Task directions> Each line of the entries below that holds "WEST" is needed, copied in full.

━━━━━ Supplied material ━━━━━

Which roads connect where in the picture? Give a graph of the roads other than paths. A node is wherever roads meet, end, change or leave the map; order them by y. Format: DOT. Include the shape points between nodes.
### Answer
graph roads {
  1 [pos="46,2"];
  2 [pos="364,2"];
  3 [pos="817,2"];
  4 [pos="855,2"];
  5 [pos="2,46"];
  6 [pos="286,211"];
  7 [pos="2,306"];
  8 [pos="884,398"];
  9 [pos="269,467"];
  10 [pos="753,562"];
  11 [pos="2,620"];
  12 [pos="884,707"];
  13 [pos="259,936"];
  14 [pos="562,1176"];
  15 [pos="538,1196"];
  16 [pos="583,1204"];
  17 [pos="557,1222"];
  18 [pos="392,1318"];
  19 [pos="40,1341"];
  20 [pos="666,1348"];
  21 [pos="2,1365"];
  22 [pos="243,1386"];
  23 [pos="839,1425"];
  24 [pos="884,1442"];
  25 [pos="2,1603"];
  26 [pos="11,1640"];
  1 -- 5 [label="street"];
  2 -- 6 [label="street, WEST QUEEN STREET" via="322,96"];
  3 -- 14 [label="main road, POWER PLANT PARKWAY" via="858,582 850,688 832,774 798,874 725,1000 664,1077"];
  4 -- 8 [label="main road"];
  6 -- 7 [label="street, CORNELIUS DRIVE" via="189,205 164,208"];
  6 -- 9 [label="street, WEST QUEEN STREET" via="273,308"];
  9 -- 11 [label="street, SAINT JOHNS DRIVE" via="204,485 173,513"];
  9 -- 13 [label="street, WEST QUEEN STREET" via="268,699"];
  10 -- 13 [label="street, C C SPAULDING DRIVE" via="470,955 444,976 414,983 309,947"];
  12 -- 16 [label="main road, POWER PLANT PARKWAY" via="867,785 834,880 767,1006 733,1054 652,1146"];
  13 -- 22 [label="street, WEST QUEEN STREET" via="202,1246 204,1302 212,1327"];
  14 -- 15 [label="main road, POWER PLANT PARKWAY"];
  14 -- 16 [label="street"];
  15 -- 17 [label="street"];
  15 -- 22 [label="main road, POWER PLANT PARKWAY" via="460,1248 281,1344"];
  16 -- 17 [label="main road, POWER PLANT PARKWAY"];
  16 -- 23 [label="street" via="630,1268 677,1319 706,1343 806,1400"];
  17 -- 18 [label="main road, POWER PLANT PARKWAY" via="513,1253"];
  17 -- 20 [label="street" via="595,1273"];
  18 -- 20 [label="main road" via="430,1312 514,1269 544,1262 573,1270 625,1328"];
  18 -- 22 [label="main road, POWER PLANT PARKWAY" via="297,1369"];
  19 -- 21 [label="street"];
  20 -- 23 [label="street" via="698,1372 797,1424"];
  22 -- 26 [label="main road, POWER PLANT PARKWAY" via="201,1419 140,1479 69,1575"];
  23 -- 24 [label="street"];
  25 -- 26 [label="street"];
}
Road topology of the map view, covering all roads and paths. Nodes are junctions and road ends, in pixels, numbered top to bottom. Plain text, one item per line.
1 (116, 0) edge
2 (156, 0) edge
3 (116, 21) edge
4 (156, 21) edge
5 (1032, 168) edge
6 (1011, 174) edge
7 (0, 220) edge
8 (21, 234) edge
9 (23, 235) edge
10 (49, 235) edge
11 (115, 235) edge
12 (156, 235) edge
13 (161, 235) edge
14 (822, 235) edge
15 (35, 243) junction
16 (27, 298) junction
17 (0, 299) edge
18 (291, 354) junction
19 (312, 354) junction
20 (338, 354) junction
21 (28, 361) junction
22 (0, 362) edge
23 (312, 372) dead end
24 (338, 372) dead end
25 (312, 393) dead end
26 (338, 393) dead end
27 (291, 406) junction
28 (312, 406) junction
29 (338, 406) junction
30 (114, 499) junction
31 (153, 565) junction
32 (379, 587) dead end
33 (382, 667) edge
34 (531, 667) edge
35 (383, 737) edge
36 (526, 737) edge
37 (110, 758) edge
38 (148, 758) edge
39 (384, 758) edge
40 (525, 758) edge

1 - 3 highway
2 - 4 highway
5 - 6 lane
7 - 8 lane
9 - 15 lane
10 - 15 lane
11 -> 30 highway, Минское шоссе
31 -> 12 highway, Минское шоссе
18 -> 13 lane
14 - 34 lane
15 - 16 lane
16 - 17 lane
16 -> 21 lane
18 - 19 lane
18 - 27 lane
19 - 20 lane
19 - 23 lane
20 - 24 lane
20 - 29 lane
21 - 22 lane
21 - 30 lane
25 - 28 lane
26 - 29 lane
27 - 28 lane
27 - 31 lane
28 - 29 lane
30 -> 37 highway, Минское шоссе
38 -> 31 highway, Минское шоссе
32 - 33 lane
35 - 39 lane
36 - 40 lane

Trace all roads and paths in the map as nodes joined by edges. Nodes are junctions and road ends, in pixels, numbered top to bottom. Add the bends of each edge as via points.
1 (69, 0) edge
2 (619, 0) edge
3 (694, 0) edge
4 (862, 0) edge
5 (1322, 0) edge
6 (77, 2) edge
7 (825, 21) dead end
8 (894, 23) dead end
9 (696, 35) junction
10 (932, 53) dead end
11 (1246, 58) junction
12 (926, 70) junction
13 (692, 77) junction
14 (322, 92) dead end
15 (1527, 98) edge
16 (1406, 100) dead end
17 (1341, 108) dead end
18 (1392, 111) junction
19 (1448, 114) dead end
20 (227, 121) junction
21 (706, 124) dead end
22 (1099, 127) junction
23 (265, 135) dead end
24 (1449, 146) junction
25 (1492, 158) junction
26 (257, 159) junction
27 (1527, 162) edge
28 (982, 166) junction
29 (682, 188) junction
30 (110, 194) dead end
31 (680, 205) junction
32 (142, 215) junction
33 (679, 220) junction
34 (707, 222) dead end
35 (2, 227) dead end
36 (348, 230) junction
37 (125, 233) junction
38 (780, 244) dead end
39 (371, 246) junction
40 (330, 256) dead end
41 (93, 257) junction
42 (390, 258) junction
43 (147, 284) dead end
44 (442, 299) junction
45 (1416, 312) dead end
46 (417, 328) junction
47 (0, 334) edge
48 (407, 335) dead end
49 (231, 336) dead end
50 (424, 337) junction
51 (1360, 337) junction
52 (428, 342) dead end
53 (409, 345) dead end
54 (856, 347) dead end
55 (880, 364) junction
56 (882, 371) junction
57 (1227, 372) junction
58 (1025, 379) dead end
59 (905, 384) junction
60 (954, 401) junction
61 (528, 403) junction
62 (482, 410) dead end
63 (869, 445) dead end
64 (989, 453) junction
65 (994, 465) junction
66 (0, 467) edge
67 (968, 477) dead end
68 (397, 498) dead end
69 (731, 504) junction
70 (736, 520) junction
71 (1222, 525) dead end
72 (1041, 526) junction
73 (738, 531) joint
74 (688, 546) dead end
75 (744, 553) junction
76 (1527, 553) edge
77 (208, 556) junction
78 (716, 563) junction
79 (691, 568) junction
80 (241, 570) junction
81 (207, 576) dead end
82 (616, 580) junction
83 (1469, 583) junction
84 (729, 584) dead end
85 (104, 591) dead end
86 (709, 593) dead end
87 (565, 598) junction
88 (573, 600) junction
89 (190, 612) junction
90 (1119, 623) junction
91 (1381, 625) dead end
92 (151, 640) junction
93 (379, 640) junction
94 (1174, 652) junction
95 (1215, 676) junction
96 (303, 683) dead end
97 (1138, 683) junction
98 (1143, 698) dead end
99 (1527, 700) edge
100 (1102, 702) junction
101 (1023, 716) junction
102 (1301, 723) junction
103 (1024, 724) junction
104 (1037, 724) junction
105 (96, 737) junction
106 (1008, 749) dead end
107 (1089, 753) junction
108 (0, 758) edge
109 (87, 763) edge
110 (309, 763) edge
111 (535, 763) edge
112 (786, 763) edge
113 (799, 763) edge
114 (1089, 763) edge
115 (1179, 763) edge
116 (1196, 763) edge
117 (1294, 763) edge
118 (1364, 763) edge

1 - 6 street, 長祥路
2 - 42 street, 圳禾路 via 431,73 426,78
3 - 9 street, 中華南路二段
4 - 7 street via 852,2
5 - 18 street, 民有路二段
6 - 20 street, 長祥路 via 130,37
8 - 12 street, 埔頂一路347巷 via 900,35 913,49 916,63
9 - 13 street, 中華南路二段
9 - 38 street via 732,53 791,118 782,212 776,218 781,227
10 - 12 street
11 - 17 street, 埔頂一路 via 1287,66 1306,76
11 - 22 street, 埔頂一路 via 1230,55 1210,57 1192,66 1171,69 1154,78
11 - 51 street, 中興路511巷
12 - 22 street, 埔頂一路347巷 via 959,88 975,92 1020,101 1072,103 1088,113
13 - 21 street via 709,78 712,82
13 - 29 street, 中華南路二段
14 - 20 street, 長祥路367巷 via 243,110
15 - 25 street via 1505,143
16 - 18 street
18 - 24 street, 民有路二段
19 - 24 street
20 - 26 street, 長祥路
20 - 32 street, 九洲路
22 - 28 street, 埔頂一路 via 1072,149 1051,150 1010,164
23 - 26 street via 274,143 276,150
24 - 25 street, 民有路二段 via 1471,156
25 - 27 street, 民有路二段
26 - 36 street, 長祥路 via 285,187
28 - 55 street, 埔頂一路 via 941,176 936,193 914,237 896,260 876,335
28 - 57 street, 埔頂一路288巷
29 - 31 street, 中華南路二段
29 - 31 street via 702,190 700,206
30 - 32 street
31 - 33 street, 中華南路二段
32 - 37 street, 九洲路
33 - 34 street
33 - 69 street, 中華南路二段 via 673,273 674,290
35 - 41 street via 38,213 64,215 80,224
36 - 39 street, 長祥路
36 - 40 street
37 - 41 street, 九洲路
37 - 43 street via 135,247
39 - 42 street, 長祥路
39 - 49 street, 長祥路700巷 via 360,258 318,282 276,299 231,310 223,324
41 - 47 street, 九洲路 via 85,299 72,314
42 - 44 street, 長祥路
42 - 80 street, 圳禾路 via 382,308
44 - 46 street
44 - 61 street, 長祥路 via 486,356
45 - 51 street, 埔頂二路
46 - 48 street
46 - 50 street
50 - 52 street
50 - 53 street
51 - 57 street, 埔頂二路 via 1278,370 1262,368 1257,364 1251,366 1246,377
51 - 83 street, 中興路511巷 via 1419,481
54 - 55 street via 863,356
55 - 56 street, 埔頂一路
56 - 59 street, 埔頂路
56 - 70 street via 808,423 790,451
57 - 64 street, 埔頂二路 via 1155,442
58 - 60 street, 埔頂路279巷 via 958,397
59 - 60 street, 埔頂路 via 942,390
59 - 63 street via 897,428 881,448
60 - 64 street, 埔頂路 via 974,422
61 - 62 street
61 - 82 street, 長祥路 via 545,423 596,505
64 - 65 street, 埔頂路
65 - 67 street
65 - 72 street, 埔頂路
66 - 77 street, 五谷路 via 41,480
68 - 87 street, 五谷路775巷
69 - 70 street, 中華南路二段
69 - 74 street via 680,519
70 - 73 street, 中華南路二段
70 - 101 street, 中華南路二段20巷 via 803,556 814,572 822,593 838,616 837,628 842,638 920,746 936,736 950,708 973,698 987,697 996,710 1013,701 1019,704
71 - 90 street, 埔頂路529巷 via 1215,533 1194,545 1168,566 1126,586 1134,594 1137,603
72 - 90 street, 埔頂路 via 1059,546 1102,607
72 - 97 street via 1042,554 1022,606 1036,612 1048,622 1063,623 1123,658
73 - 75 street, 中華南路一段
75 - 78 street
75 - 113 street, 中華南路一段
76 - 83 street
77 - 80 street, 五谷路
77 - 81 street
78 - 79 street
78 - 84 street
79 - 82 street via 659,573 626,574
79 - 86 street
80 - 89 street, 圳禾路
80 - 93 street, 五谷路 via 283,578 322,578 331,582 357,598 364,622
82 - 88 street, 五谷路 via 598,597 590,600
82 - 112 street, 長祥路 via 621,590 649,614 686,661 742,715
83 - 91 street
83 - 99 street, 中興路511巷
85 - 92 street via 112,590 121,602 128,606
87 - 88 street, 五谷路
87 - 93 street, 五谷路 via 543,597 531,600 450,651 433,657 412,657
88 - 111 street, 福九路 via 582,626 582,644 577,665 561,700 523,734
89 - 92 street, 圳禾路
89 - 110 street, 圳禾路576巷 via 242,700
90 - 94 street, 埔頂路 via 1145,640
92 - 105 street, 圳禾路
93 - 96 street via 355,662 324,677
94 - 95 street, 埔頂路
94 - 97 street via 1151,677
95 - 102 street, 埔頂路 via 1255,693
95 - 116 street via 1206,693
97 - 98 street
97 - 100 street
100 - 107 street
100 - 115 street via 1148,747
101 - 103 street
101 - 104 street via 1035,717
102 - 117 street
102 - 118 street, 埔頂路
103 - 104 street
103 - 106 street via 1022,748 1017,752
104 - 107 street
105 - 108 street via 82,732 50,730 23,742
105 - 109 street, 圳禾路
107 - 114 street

━━━━━

Response to this exercise>
  2 -- 6 [label="street, WEST QUEEN STREET" via="322,96"];
  6 -- 9 [label="street, WEST QUEEN STREET" via="273,308"];
  9 -- 13 [label="street, WEST QUEEN STREET" via="268,699"];
  13 -- 22 [label="street, WEST QUEEN STREET" via="202,1246 204,1302 212,1327"];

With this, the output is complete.